→ Exercise
From the records below, copy each line in which the string "Island" occurs.

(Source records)
━━━━━━━━━━━━━━━━

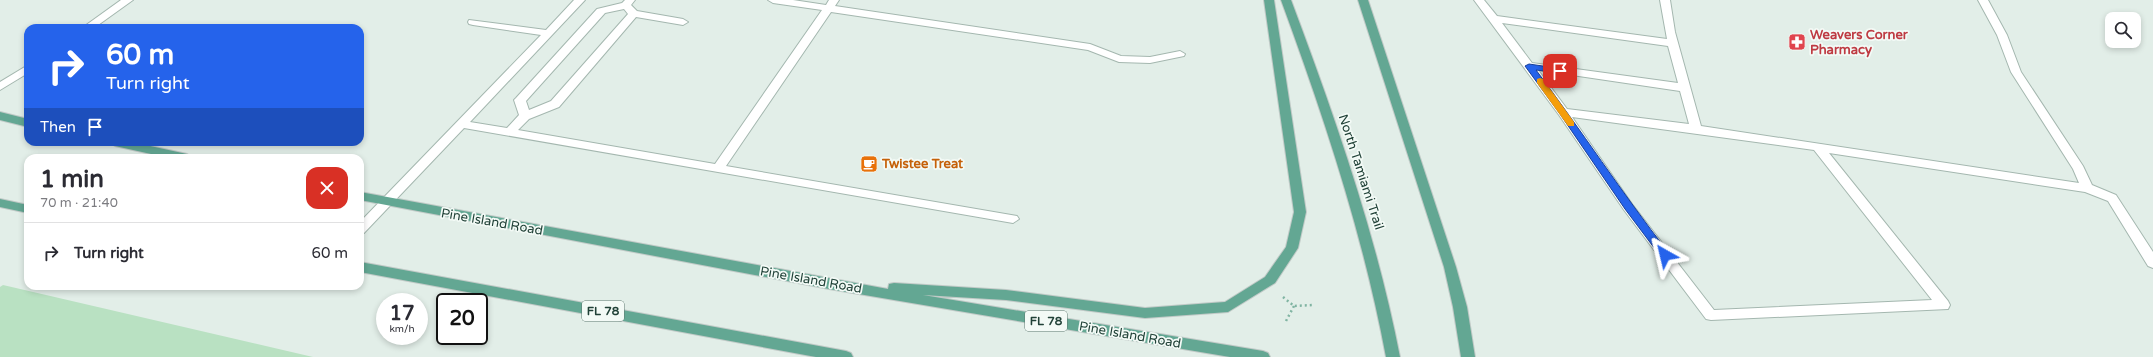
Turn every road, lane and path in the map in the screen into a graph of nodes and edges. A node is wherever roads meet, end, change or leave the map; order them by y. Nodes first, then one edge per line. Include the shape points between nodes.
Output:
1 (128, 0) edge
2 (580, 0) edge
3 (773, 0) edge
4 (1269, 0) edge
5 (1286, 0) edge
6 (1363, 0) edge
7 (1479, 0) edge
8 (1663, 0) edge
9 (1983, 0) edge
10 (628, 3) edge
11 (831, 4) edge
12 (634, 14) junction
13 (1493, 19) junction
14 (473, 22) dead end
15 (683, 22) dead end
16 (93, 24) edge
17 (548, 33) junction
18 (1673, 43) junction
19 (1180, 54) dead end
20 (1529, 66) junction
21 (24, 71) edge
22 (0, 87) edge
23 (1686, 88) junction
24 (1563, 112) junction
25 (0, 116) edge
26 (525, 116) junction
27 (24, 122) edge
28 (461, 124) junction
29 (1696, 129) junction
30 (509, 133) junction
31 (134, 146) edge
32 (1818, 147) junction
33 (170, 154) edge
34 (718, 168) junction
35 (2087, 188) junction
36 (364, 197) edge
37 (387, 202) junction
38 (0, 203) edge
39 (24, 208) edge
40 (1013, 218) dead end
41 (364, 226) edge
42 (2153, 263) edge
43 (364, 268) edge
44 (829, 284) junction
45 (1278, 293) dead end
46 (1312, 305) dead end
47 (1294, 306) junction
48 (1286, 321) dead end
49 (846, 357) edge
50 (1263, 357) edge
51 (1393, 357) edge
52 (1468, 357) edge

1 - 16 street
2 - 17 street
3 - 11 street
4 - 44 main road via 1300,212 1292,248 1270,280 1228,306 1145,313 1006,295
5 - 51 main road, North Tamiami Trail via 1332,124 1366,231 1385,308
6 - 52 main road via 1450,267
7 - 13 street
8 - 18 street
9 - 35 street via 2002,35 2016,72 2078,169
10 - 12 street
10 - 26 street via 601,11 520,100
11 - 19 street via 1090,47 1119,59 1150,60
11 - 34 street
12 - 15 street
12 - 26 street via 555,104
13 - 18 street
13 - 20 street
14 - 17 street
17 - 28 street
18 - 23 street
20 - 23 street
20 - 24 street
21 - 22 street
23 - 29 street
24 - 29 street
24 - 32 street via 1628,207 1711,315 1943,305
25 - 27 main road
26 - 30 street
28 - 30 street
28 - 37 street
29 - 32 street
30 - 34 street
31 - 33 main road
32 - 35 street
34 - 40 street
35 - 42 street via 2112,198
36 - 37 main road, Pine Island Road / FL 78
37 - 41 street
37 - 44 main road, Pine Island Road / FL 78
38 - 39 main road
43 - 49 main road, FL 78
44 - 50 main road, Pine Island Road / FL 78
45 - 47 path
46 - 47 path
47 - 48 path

━━━━━━━━━━━━━━━━

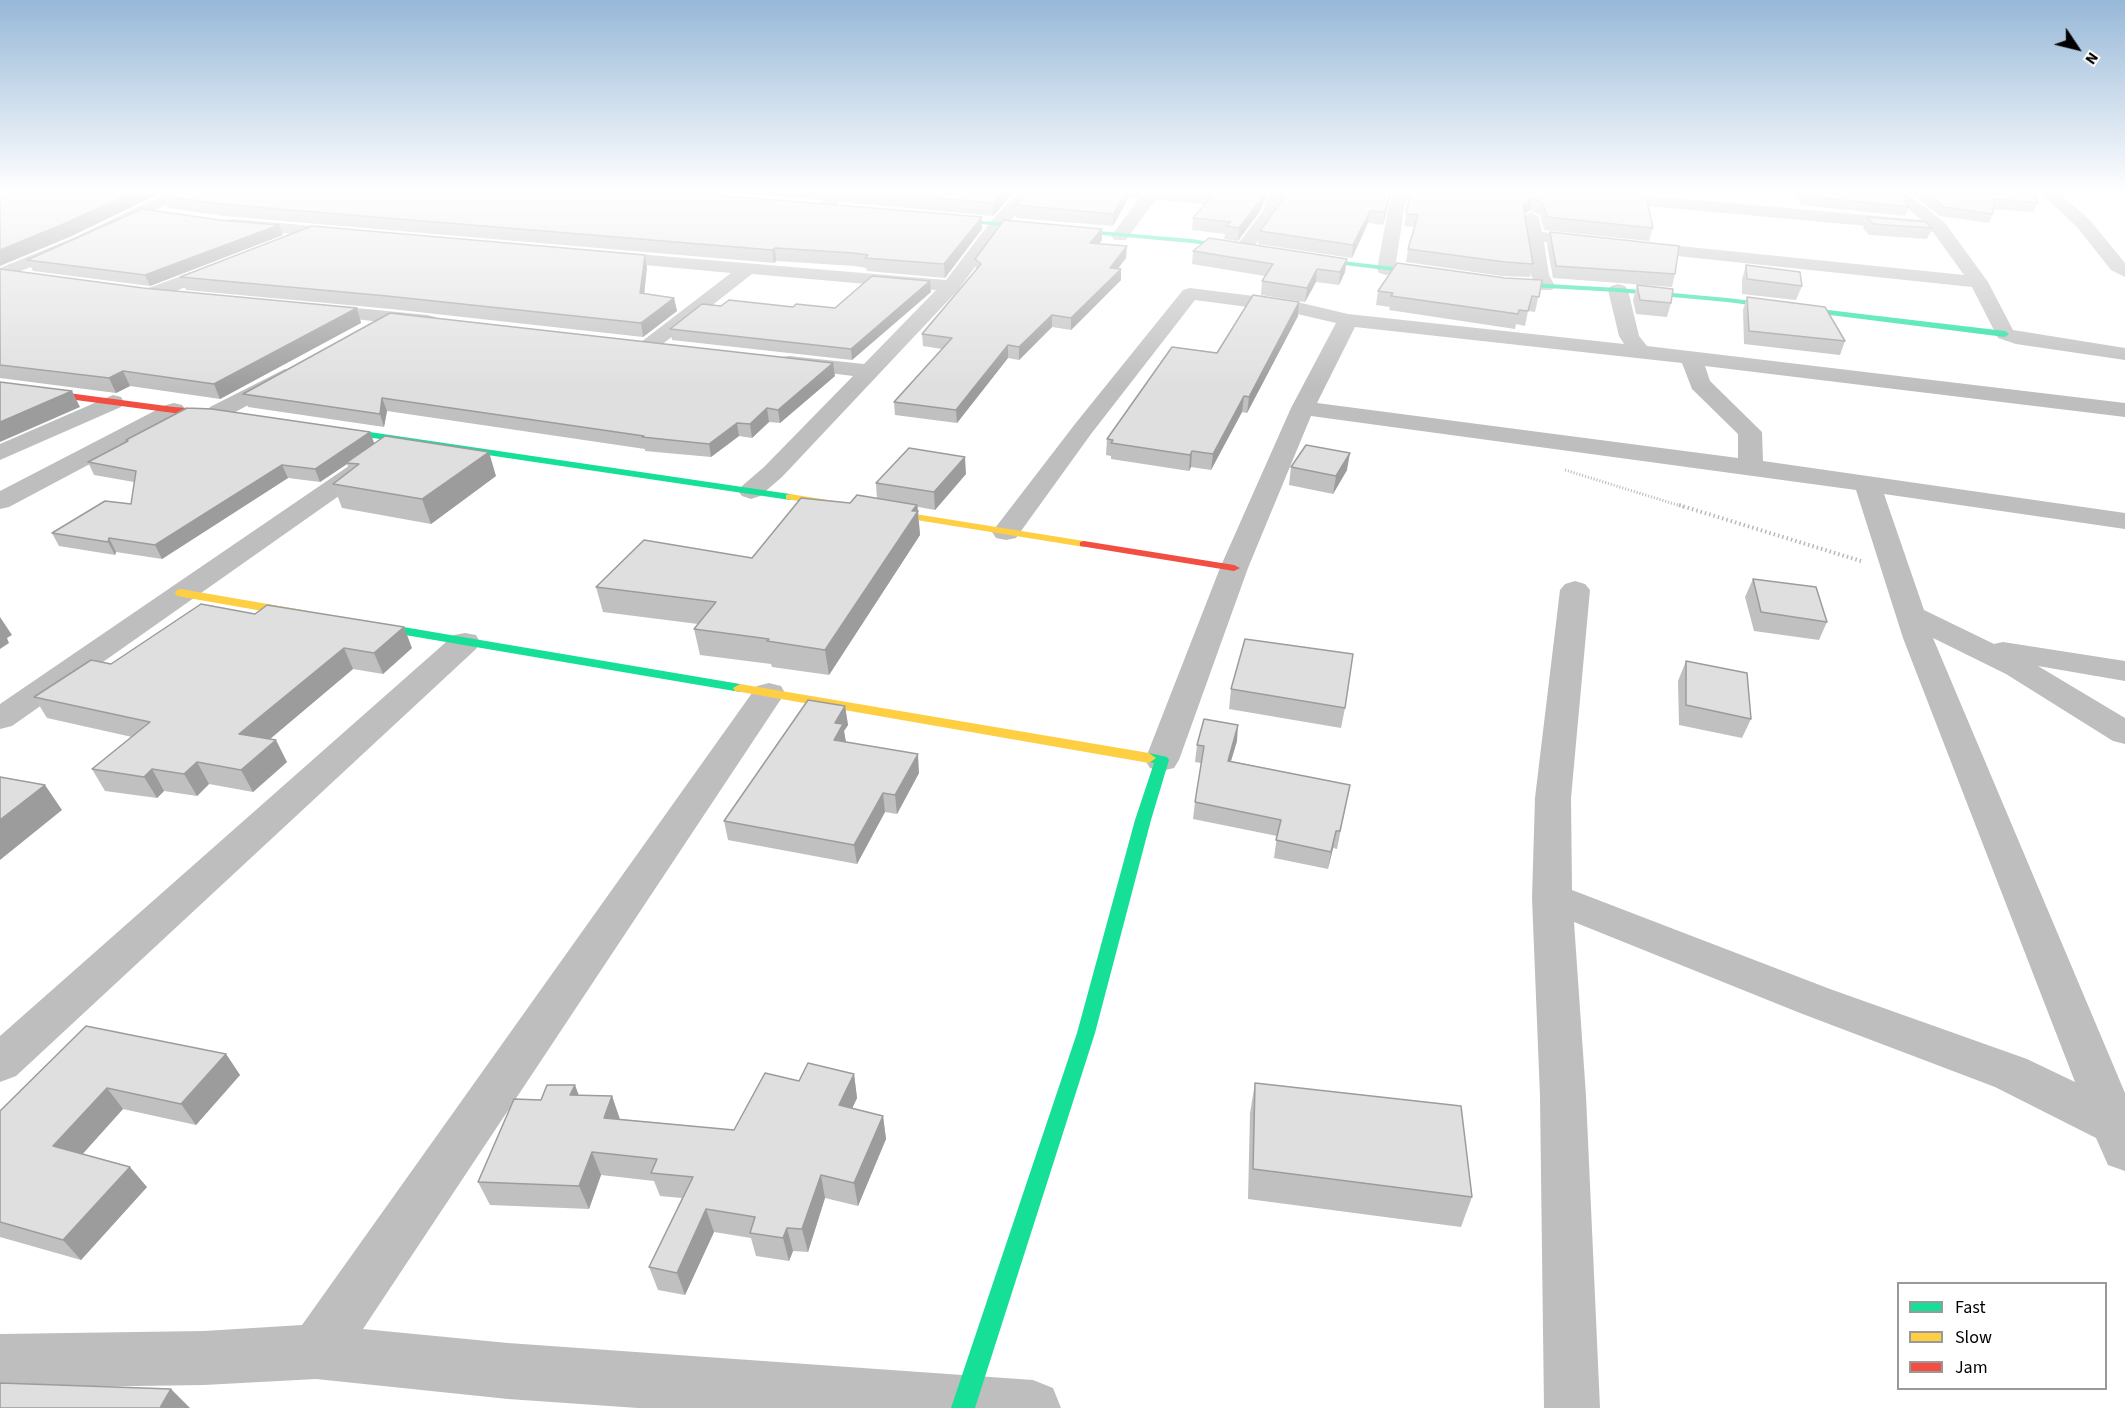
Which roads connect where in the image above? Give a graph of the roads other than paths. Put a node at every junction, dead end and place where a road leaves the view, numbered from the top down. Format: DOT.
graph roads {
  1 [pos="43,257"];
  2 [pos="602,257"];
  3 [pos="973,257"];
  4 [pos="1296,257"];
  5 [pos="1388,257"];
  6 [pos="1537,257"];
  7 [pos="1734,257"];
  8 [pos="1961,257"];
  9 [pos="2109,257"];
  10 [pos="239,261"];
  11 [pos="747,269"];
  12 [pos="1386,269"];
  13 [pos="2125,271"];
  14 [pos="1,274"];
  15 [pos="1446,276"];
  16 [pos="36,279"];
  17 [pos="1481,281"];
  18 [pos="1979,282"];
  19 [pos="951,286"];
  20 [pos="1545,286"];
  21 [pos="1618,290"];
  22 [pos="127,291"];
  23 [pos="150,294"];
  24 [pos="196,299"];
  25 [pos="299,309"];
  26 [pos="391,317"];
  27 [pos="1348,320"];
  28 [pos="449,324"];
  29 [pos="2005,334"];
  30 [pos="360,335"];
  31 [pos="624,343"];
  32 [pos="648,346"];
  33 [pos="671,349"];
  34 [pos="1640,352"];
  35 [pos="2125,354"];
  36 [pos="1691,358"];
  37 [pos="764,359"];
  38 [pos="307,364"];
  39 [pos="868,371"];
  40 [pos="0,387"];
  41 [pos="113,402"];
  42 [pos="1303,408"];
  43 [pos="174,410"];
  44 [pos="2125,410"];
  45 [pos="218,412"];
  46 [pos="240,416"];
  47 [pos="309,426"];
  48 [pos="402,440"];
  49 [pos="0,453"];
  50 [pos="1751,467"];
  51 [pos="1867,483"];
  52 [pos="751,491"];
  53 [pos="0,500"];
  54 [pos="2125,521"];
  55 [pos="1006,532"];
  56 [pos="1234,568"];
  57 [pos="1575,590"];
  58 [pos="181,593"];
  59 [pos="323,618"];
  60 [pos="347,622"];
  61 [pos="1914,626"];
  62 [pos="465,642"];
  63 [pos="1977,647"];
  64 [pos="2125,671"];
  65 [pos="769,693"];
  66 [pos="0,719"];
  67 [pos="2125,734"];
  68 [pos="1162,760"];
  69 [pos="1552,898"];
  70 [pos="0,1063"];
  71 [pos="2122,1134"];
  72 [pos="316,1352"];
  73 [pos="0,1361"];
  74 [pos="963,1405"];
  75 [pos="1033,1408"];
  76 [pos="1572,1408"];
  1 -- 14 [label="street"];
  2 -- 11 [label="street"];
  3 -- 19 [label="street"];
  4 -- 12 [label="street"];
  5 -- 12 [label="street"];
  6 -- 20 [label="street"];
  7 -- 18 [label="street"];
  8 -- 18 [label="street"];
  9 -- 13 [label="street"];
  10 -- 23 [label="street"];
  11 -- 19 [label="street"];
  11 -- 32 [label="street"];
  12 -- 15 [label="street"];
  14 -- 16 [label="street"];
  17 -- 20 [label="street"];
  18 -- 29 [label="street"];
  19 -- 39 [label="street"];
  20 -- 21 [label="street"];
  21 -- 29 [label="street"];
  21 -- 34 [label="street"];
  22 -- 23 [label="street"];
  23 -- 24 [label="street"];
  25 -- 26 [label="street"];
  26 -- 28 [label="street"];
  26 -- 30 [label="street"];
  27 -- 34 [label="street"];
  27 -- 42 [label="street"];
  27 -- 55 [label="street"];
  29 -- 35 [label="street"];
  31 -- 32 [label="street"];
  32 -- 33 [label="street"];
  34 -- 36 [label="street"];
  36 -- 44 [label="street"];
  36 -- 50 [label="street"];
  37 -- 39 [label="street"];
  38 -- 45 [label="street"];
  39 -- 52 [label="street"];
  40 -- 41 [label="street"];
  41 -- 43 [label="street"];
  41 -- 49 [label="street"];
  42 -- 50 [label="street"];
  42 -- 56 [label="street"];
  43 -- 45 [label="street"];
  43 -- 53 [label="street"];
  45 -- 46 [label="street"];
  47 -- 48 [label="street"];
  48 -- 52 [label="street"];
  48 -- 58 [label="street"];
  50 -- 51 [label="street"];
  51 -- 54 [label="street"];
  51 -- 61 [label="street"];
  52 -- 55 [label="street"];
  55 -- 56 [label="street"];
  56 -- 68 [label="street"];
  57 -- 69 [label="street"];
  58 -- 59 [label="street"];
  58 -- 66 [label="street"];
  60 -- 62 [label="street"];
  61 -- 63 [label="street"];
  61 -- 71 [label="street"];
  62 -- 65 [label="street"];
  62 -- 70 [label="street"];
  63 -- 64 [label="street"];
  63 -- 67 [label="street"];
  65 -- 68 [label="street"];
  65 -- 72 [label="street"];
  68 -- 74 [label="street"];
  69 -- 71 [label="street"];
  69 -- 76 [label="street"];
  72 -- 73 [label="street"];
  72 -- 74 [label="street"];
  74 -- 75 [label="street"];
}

━━━━━━━━━━━━━━━━

→ Answer box
36 - 37 main road, Pine Island Road / FL 78
37 - 44 main road, Pine Island Road / FL 78
44 - 50 main road, Pine Island Road / FL 78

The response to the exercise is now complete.